Work instructions: Your task is to write out the entire listing exactly, omitting its pictures.

Input material:
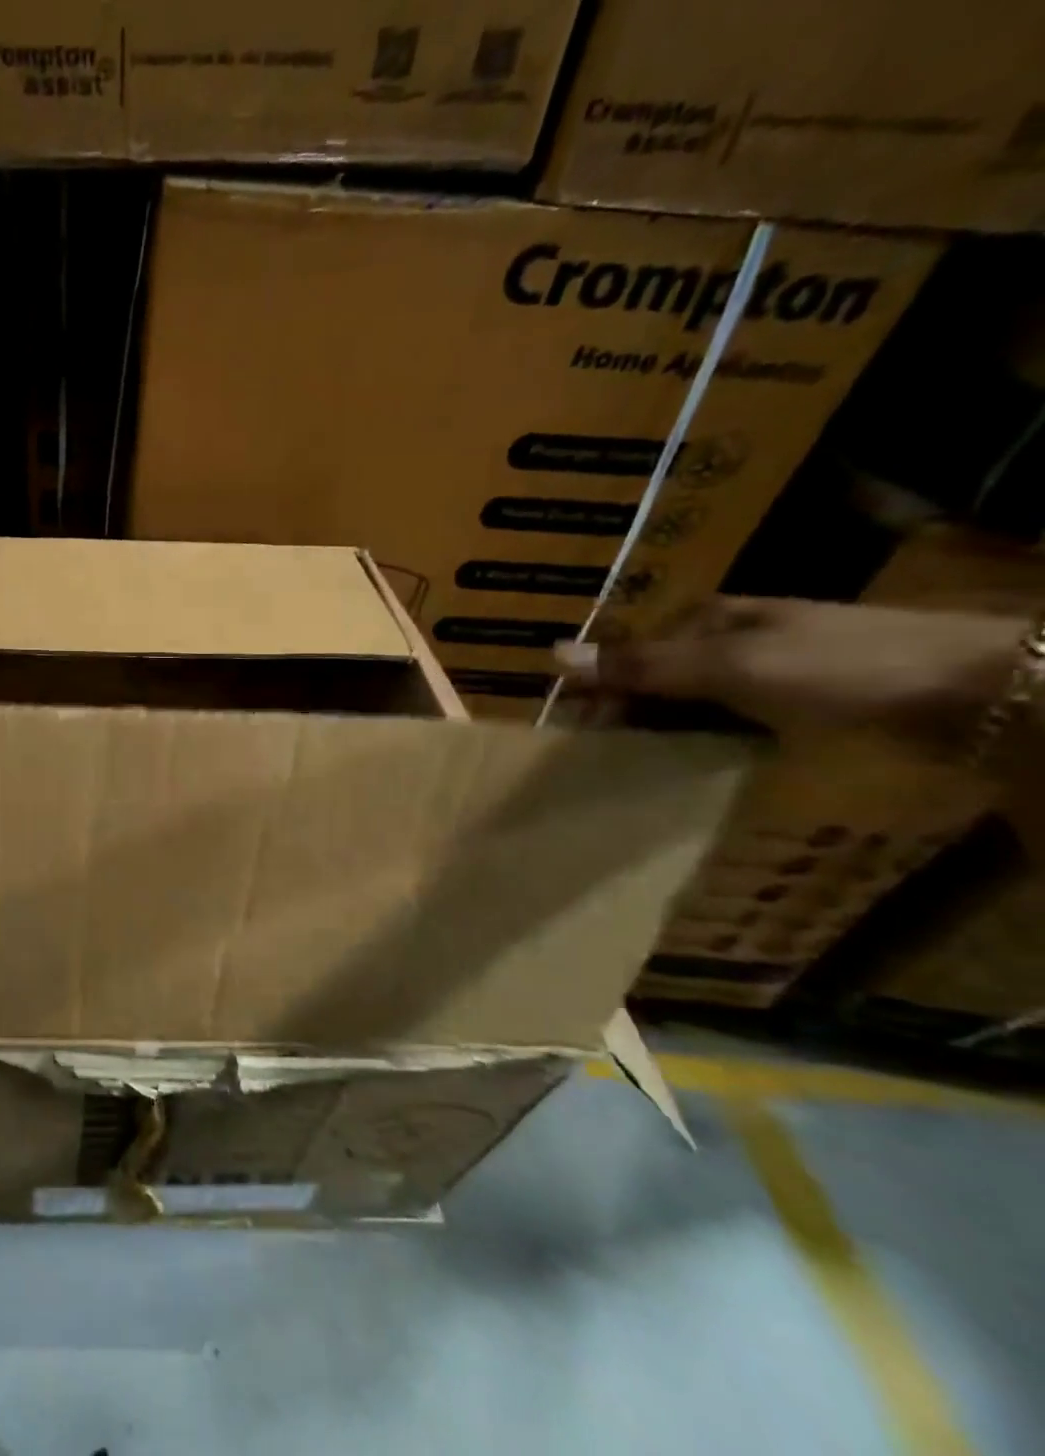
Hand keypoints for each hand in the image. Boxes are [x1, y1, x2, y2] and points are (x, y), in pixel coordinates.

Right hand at [554, 597, 1025, 747]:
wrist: (982, 693)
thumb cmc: (842, 667)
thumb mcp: (731, 664)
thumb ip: (642, 664)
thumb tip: (551, 654)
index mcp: (709, 618)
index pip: (627, 651)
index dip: (593, 684)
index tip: (566, 726)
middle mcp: (729, 641)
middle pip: (652, 678)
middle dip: (619, 710)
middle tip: (590, 756)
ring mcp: (764, 677)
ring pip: (684, 705)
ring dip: (655, 732)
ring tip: (624, 771)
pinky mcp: (794, 711)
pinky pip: (722, 728)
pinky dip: (697, 746)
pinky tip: (683, 768)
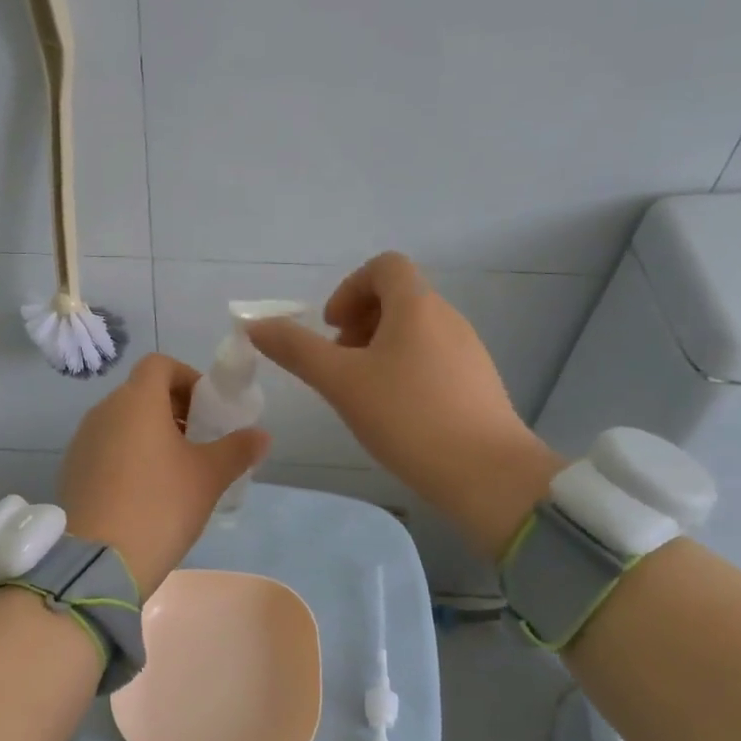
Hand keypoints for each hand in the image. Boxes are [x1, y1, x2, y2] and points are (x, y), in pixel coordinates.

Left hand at [57, 354, 270, 595]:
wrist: (99, 560)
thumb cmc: (160, 505)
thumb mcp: (208, 477)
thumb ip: (238, 449)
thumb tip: (261, 435)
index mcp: (136, 401)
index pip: (159, 364)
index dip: (187, 377)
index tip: (207, 408)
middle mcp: (103, 411)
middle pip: (141, 392)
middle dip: (173, 408)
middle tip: (198, 441)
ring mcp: (82, 441)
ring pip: (122, 421)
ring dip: (149, 433)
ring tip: (174, 470)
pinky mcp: (72, 469)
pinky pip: (105, 447)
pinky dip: (127, 455)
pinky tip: (143, 492)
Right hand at [246, 253, 560, 556]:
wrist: (485, 474)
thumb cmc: (407, 417)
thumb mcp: (340, 382)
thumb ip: (295, 349)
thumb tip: (254, 325)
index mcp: (417, 306)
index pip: (385, 266)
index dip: (350, 288)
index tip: (332, 327)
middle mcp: (447, 317)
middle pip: (398, 297)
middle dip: (359, 322)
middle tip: (339, 363)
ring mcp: (467, 350)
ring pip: (414, 330)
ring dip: (379, 347)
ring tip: (361, 392)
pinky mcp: (477, 382)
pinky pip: (432, 356)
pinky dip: (404, 368)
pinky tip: (395, 412)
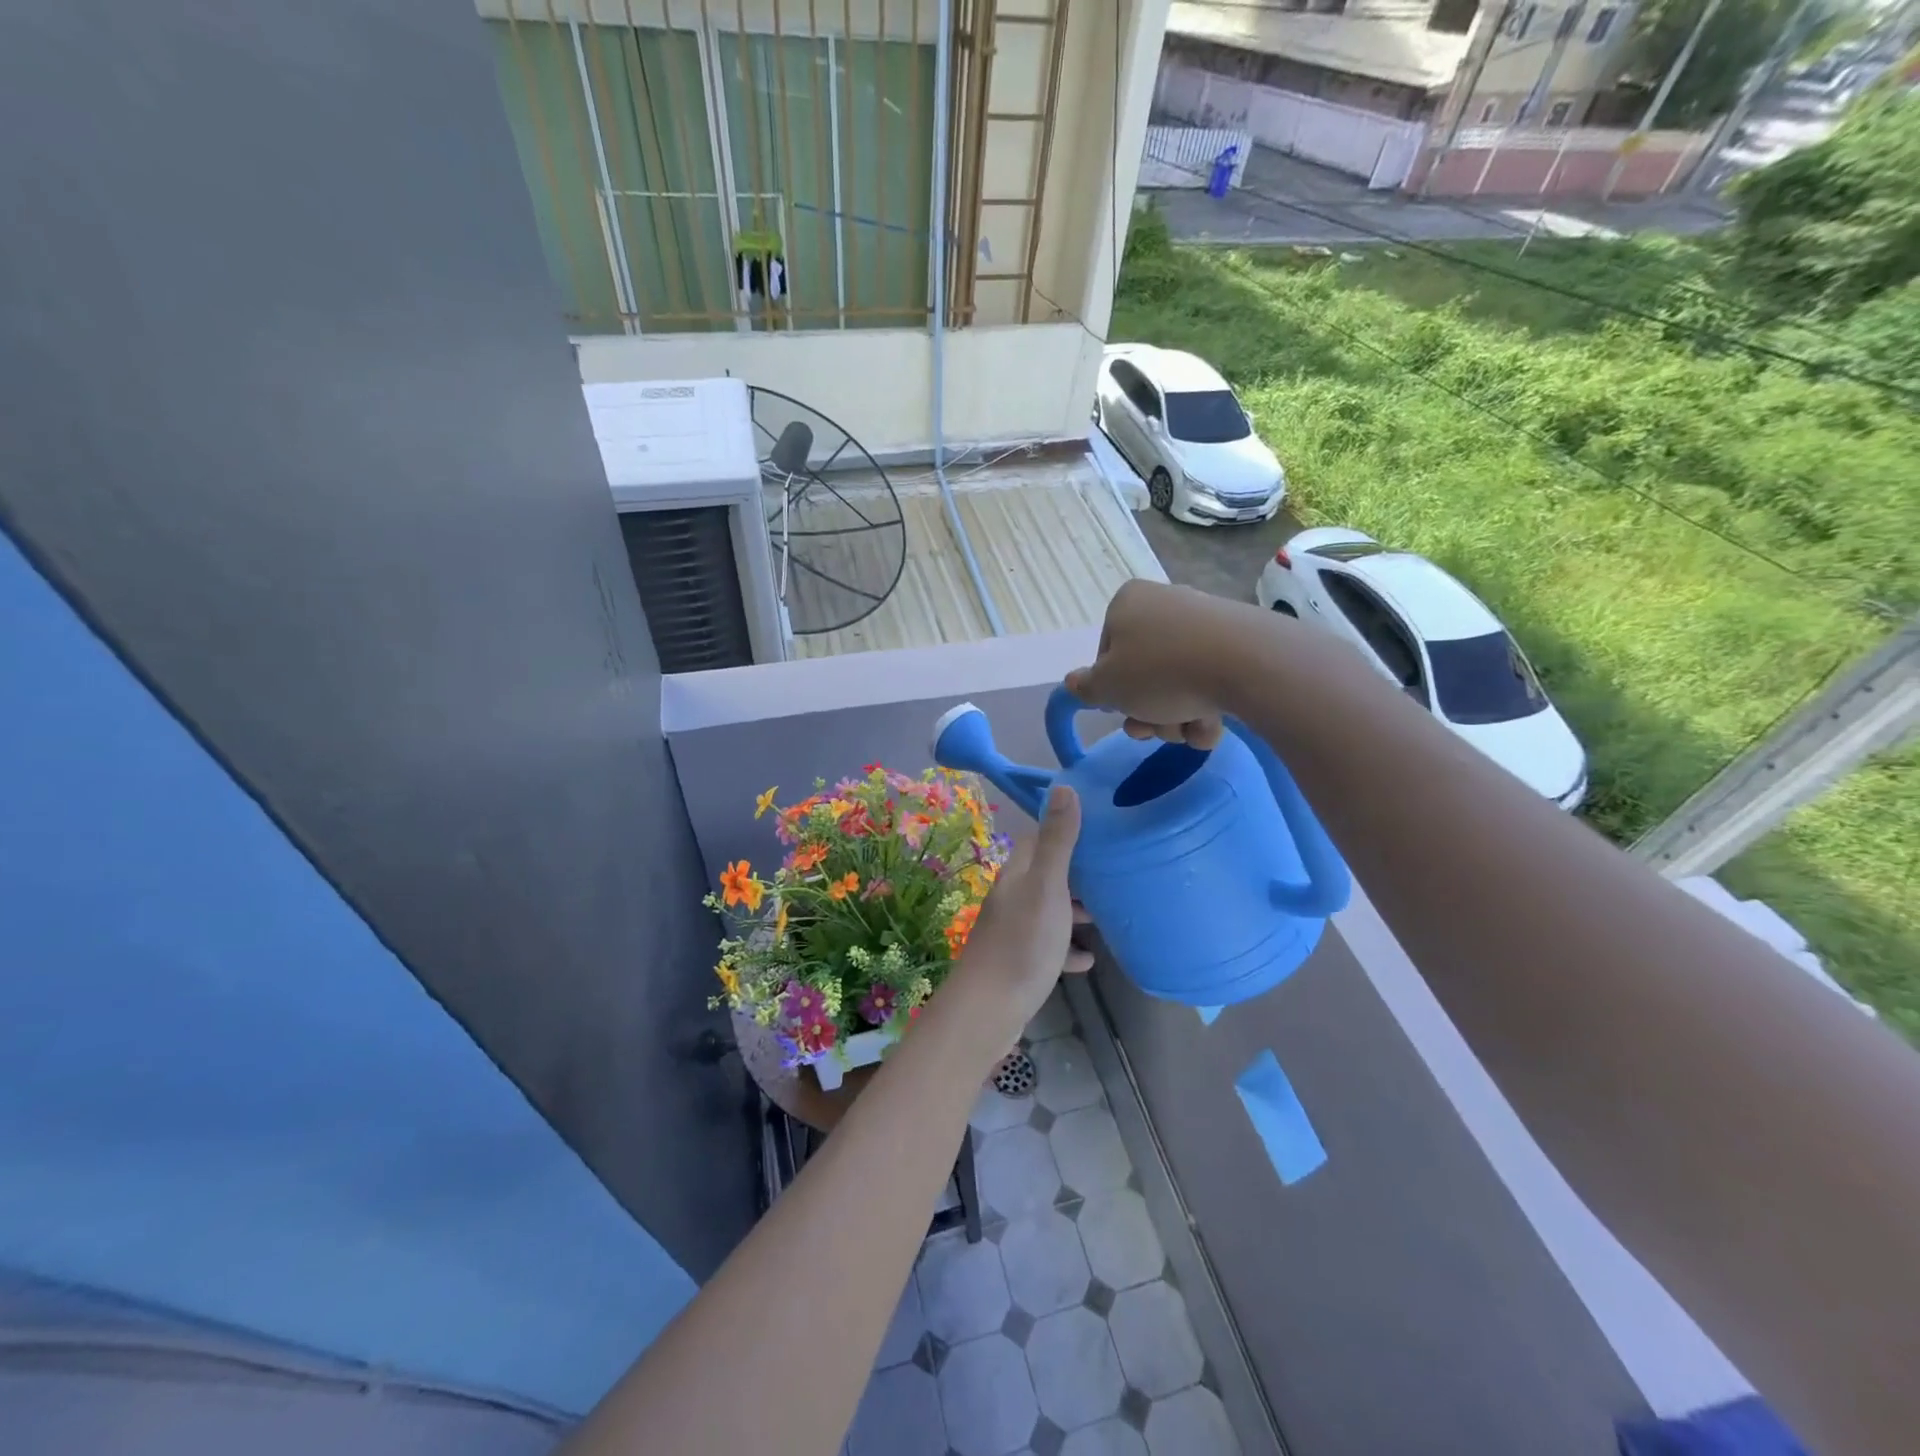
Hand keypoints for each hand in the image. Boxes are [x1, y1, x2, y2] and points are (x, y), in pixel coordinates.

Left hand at [948, 786, 1092, 1056]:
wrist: (990, 1008)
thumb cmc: (1023, 942)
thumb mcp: (1048, 886)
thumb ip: (1058, 840)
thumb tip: (1064, 786)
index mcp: (1019, 873)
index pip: (1039, 839)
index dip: (1065, 831)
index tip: (1099, 831)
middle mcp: (1013, 896)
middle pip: (1046, 874)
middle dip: (1077, 873)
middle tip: (1112, 875)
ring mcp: (1014, 930)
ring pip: (1049, 910)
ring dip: (1074, 911)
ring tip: (1106, 915)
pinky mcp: (1020, 961)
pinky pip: (1049, 946)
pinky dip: (1067, 948)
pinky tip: (1088, 959)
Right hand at [1064, 579, 1269, 747]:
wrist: (1245, 663)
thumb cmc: (1160, 671)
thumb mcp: (1107, 687)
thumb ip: (1085, 687)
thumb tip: (1073, 682)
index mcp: (1127, 603)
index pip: (1106, 654)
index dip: (1112, 689)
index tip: (1122, 707)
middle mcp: (1164, 604)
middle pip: (1144, 672)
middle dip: (1146, 711)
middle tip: (1153, 730)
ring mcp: (1204, 622)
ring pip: (1176, 683)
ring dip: (1175, 717)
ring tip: (1188, 730)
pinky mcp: (1237, 642)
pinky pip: (1209, 681)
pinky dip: (1205, 709)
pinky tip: (1211, 726)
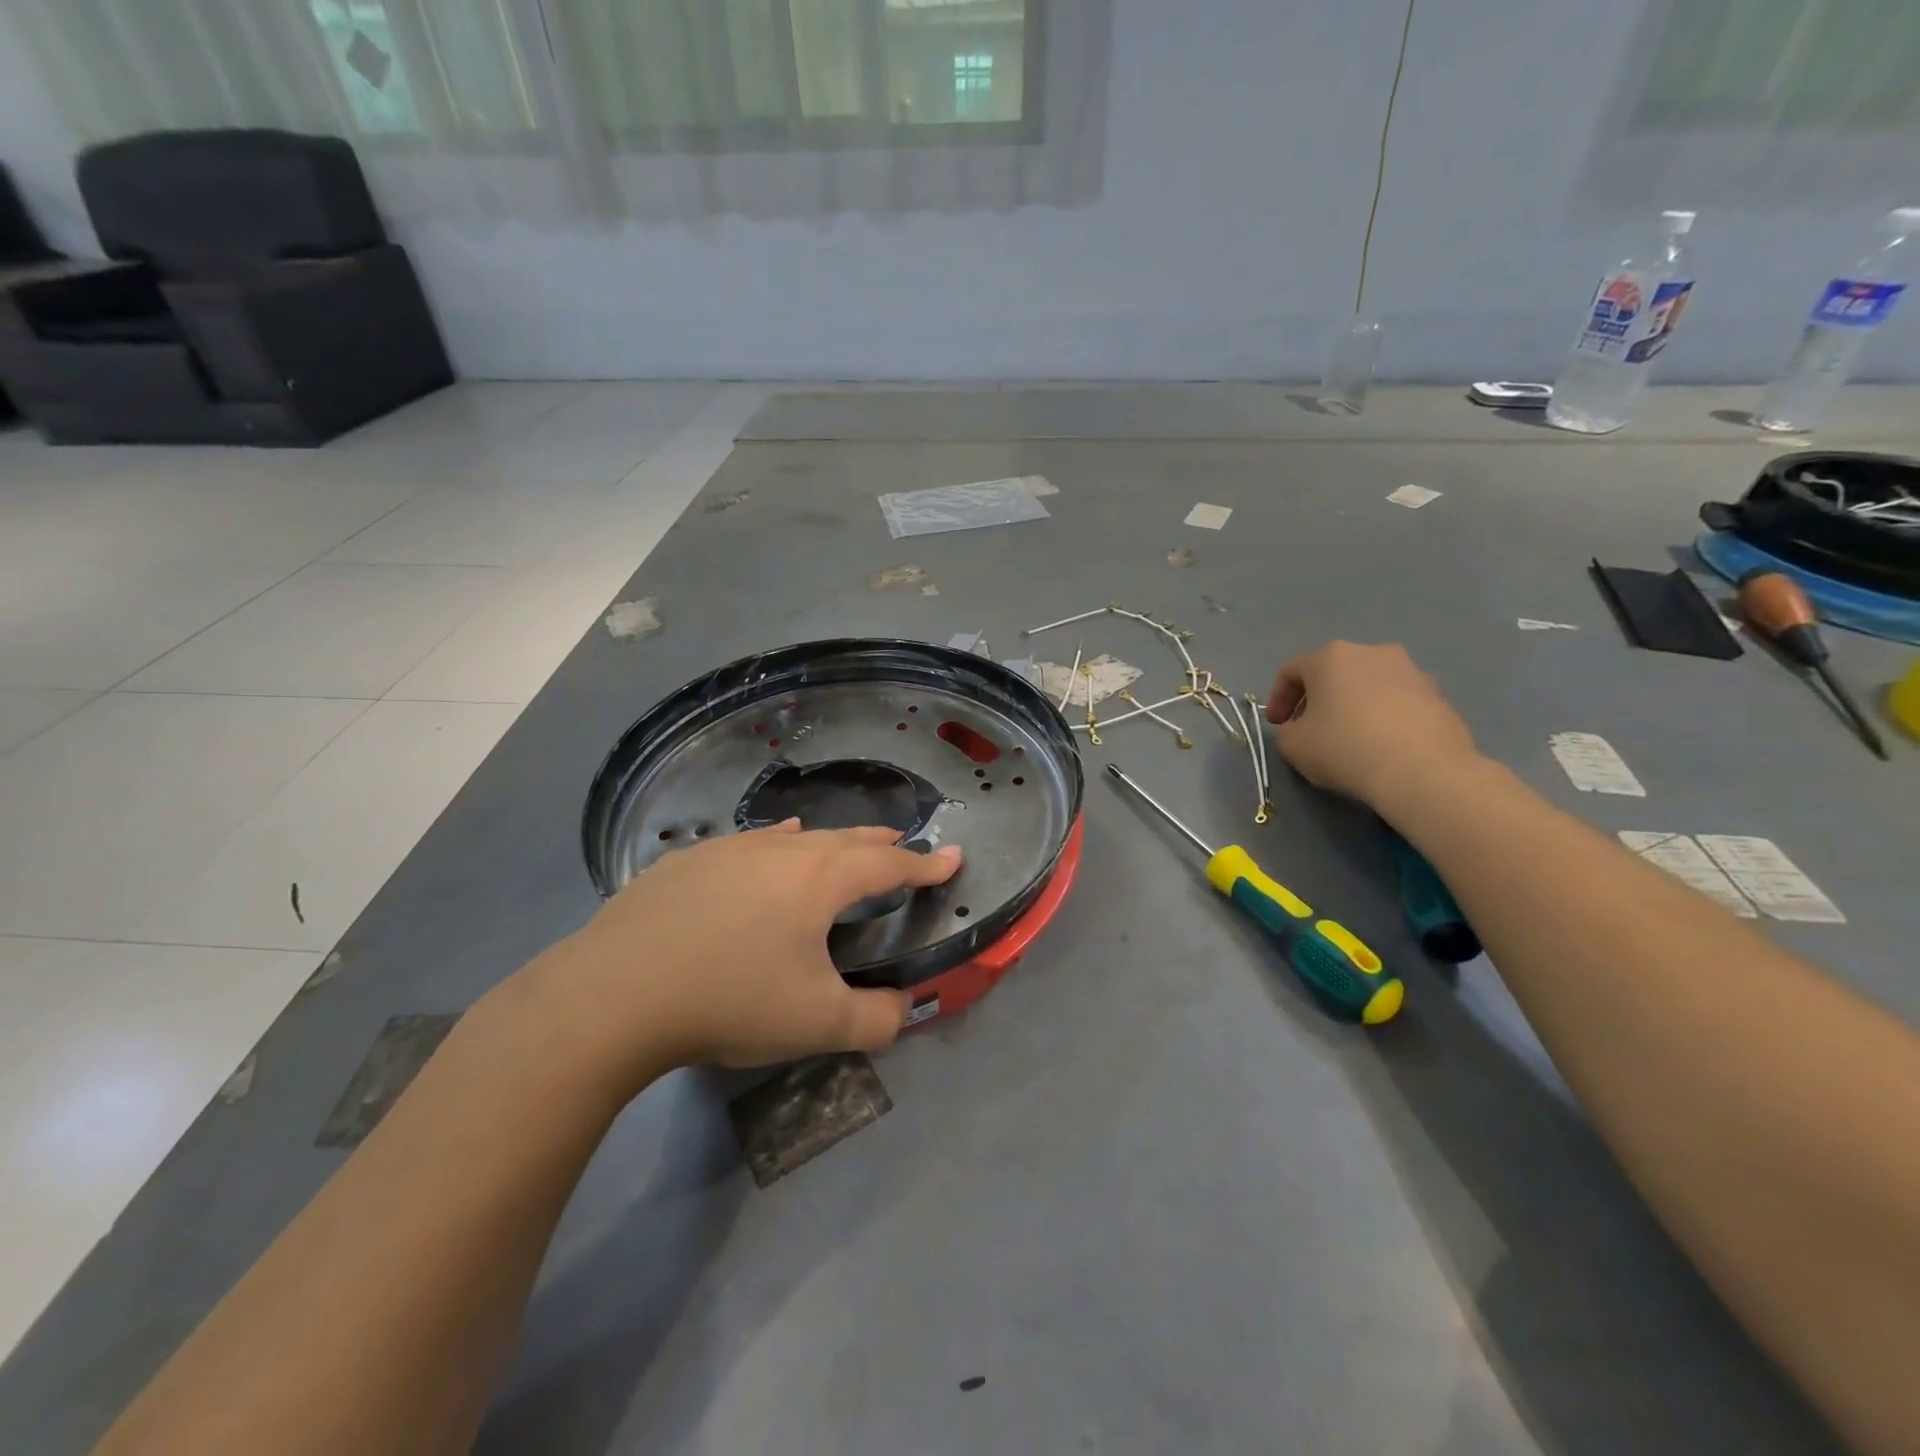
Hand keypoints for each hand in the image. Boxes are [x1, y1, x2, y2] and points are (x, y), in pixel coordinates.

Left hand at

Result below:
Hand keypoints for each hand in the image. Boxes are [x1, y1, x2, y2] and points are (x, y), in pixel coordinates.

Right hand at [554, 597, 1025, 747]:
wrist: (982, 693)
thumb cmc: (842, 667)
thumb mcp: (731, 664)
thumb ip: (642, 664)
thumb tip: (551, 654)
index mcp: (709, 618)
index pip: (627, 651)
index dip: (593, 684)
index tip: (566, 726)
middle mcp: (729, 641)
middle pip: (652, 678)
middle dip: (619, 710)
middle tip: (590, 756)
ring mcp: (764, 677)
ring pip: (684, 705)
ring dip: (655, 732)
ring tip: (624, 771)
pinky mcp: (794, 711)
pinky pip: (722, 728)
pinky dip: (697, 746)
pinky tip: (683, 768)
Hand keypoints for each hand in the image. Boxes are [x1, y1, x2, y2] and points are (x, y), in pixel coordinates.

Left hand at [57, 354, 270, 595]:
wrist: (99, 560)
thumb cmc: (160, 505)
thumb mcp: (208, 477)
thumb ip: (238, 449)
thumb tip: (261, 435)
index mcp: (136, 401)
index pip: (159, 364)
index dip: (187, 377)
index tip: (207, 408)
middle mcp: (103, 411)
middle pip: (141, 392)
middle dip: (173, 408)
middle tip: (198, 441)
ring mcp: (82, 441)
ring pip: (122, 421)
ring dip: (149, 433)
ring tip: (174, 470)
pinky mcp: (72, 469)
pinky pip: (105, 447)
pinky dip: (127, 455)
pinky tip: (143, 492)
Right hand at [246, 253, 560, 556]:
wrist: (485, 474)
thumb cmc: (407, 417)
thumb mcp: (340, 382)
thumb ip: (295, 349)
thumb tip: (254, 325)
index mcp: (417, 306)
index pip: (385, 266)
index dip: (350, 288)
index tip: (332, 327)
middle mcp: (447, 317)
middle pip: (398, 297)
middle dip: (359, 322)
middle tip: (339, 363)
ring mcp: (467, 350)
ring pip: (414, 330)
ring dip: (379, 347)
ring tip: (361, 392)
pinky mcp: (477, 382)
pinky pip: (432, 356)
pinky dip: (404, 368)
pinky tip: (395, 412)
Hand keypoints for each hand in the image. Boxes are [x1, y1, x2, y2] and points are (x, y), in pixel coordinates.

Left hand at [948, 786, 1092, 1056]:
wrist: (990, 1008)
thumb cmc: (1023, 942)
thumb mcp: (1048, 886)
thumb ip: (1058, 840)
thumb tip: (1064, 786)
index mcp: (1019, 873)
index pip: (1039, 839)
index dip: (1065, 831)
index tip: (1099, 831)
middle mcp: (1013, 896)
middle pip: (1046, 874)
middle dip: (1077, 873)
middle tip: (1112, 875)
ring mcp: (1014, 930)
ring pip: (1049, 910)
ring dip: (1074, 911)
ring tip: (1106, 915)
pinky mcp: (1020, 961)
pinky pip: (1049, 946)
pinky dip: (1067, 948)
pinky tip: (1088, 959)
Right hand at [1064, 579, 1269, 747]:
wrist: (1245, 663)
thumb cmc: (1160, 671)
thumb mcp: (1107, 687)
thumb ip: (1085, 687)
thumb tip: (1073, 682)
index mcp: (1127, 603)
index pip: (1106, 654)
index dip: (1112, 689)
index tip: (1122, 707)
middle mcp: (1164, 604)
middle pip: (1144, 672)
middle dip: (1146, 711)
middle tip: (1153, 730)
ring mcp: (1204, 622)
ring pip: (1176, 683)
ring dip: (1175, 717)
ring tip: (1188, 730)
pinky mcp: (1237, 642)
pinky pip: (1209, 681)
pinky dip: (1205, 709)
pinky tip: (1211, 726)
Hand keypoints for each hand in the image. Boxes are [x1, y1, x2, y2] and points are (x, y), in pixel coordinates.

Left hand at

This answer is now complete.